- [Work task]:
The full data, repeated exactly, is the only answer needed.

-------

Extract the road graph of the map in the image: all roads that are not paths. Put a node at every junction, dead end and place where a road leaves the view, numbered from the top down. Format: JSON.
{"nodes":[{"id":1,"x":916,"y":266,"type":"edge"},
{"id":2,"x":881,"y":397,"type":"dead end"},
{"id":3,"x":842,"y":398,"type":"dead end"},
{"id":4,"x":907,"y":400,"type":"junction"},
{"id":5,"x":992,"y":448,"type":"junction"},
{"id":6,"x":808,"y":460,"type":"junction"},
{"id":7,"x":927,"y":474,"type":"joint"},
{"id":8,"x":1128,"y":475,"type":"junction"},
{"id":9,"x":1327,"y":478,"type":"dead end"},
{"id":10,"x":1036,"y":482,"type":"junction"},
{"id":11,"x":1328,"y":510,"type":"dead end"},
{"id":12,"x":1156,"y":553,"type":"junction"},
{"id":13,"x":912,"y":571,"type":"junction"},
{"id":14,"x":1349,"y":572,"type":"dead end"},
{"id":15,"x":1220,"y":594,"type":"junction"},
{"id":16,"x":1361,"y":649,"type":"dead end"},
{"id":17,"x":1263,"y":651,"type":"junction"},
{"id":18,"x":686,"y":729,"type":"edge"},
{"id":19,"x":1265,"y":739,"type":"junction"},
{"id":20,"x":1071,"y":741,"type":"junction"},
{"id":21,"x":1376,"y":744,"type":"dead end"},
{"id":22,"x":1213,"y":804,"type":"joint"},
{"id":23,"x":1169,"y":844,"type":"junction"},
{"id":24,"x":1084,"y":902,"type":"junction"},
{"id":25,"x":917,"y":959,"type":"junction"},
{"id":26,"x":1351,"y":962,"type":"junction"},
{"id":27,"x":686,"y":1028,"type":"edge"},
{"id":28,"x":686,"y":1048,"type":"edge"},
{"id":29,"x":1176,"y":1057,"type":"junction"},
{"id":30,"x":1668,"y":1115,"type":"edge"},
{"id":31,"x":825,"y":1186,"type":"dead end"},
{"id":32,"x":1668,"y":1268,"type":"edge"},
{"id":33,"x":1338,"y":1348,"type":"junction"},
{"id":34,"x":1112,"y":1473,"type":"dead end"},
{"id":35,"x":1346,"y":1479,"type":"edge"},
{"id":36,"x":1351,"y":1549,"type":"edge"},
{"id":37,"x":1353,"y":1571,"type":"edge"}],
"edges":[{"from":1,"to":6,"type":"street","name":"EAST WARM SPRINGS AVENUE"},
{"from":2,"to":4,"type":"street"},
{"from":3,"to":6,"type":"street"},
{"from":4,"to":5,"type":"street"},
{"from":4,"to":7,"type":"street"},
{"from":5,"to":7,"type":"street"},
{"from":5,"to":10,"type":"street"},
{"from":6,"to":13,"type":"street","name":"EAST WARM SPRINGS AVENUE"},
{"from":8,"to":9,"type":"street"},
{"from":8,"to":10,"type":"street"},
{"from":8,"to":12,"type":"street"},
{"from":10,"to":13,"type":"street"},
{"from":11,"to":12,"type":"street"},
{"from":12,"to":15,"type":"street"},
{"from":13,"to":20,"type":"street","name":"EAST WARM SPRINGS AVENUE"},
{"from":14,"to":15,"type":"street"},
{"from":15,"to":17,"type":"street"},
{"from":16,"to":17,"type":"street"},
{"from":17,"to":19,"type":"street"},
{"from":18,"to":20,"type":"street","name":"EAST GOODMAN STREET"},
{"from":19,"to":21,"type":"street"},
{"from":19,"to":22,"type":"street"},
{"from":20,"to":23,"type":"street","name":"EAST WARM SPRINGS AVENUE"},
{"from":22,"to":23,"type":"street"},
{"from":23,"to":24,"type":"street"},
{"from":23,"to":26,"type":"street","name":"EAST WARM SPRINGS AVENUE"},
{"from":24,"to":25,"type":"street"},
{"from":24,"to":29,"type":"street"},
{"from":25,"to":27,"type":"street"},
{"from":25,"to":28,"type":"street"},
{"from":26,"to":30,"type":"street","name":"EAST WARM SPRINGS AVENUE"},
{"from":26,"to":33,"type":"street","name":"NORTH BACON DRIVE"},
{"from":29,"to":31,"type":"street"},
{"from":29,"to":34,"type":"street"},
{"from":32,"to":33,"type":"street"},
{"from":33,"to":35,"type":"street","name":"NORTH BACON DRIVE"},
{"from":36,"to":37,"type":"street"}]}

-------

- [Task response]:
Extract the road graph of the map in the image: all roads that are not paths. Put a node at every junction, dead end and place where a road leaves the view, numbered from the top down. Format: JSON.
{"nodes":[{"id":1,"x":916,"y":266,"type":"edge"},
{"id":2,"x":881,"y":397,"type":"dead end"},
{"id":3,"x":842,"y":398,"type":"dead end"},
{"id":4,"x":907,"y":400,"type":"junction"},
{"id":5,"x":992,"y":448,"type":"junction"},
{"id":6,"x":808,"y":460,"type":"junction"},
{"id":7,"x":927,"y":474,"type":"joint"},
{"id":8,"x":1128,"y":475,"type":"junction"},
{"id":9,"x":1327,"y":478,"type":"dead end"},
{"id":10,"x":1036,"y":482,"type":"junction"},
{"id":11,"x":1328,"y":510,"type":"dead end"},
{"id":12,"x":1156,"y":553,"type":"junction"},
{"id":13,"x":912,"y":571,"type":"junction"},
{"id":14,"x":1349,"y":572,"type":"dead end"},
{"id":15,"x":1220,"y":594,"type":"junction"},
{"id":16,"x":1361,"y":649,"type":"dead end"},
{"id":17,"x":1263,"y":651,"type":"junction"},
{"id":18,"x":686,"y":729,"type":"edge"},
{"id":19,"x":1265,"y":739,"type":"junction"},
{"id":20,"x":1071,"y":741,"type":"junction"},
{"id":21,"x":1376,"y":744,"type":"dead end"},
{"id":22,"x":1213,"y":804,"type":"joint"},
{"id":23,"x":1169,"y":844,"type":"junction"},
{"id":24,"x":1084,"y":902,"type":"junction"},
{"id":25,"x":917,"y":959,"type":"junction"},
{"id":26,"x":1351,"y":962,"type":"junction"},
{"id":27,"x":686,"y":1028,"type":"edge"},
{"id":28,"x":686,"y":1048,"type":"edge"},
{"id":29,"x":1176,"y":1057,"type":"junction"},
{"id":30,"x":1668,"y":1115,"type":"edge"},
{"id":31,"x":825,"y":1186,"type":"dead end"},
{"id":32,"x":1668,"y":1268,"type":"edge"},
{"id":33,"x":1338,"y":1348,"type":"junction"},
{"id":34,"x":1112,"y":1473,"type":"dead end"},
{"id":35,"x":1346,"y":1479,"type":"edge"},
{"id":36,"x":1351,"y":1549,"type":"edge"},
{"id":37,"x":1353,"y":1571,"type":"edge"}],
"edges":[{"from":1,"to":6,"type":"street","name":"EAST WARM SPRINGS AVENUE"},
{"from":2,"to":4,"type":"street"},
{"from":3,"to":6,"type":"street"},
{"from":4,"to":5,"type":"street"},
{"from":4,"to":7,"type":"street"},
{"from":5,"to":7,"type":"street"},
{"from":5,"to":10,"type":"street"},
{"from":6,"to":13,"type":"street","name":"EAST WARM SPRINGS AVENUE"},
{"from":8,"to":9,"type":"street"},
{"from":8,"to":10,"type":"street"},
{"from":8,"to":12,"type":"street"},
{"from":10,"to":13,"type":"street"},
{"from":11,"to":12,"type":"street"},
{"from":12,"to":15,"type":"street"},
{"from":13,"to":20,"type":"street","name":"EAST WARM SPRINGS AVENUE"},
{"from":14,"to":15,"type":"street"},
{"from":15,"to":17,"type":"street"},
{"from":16,"to":17,"type":"street"},
{"from":17,"to":19,"type":"street"},
{"from":18,"to":20,"type":"street","name":"EAST GOODMAN STREET"},
{"from":19,"to":21,"type":"street"},
{"from":19,"to":22,"type":"street"},
{"from":20,"to":23,"type":"street","name":"EAST WARM SPRINGS AVENUE"},
{"from":22,"to":23,"type":"street"},
{"from":23,"to":24,"type":"street"},
{"from":23,"to":26,"type":"street","name":"EAST WARM SPRINGS AVENUE"},
{"from":24,"to":25,"type":"street"},
{"from":24,"to":29,"type":"street"},
{"from":25,"to":27,"type":"street"},
{"from":25,"to":28,"type":"street"},
{"from":26,"to":30,"type":"street","name":"EAST WARM SPRINGS AVENUE"},
{"from":26,"to":33,"type":"street","name":"NORTH BACON DRIVE"},
{"from":29,"to":31,"type":"street"},
{"from":29,"to":34,"type":"street"},
{"from":32,"to":33,"type":"street"},
{"from":33,"to":35,"type":"street","name":"NORTH BACON DRIVE"},
{"from":36,"to":37,"type":"street"}]}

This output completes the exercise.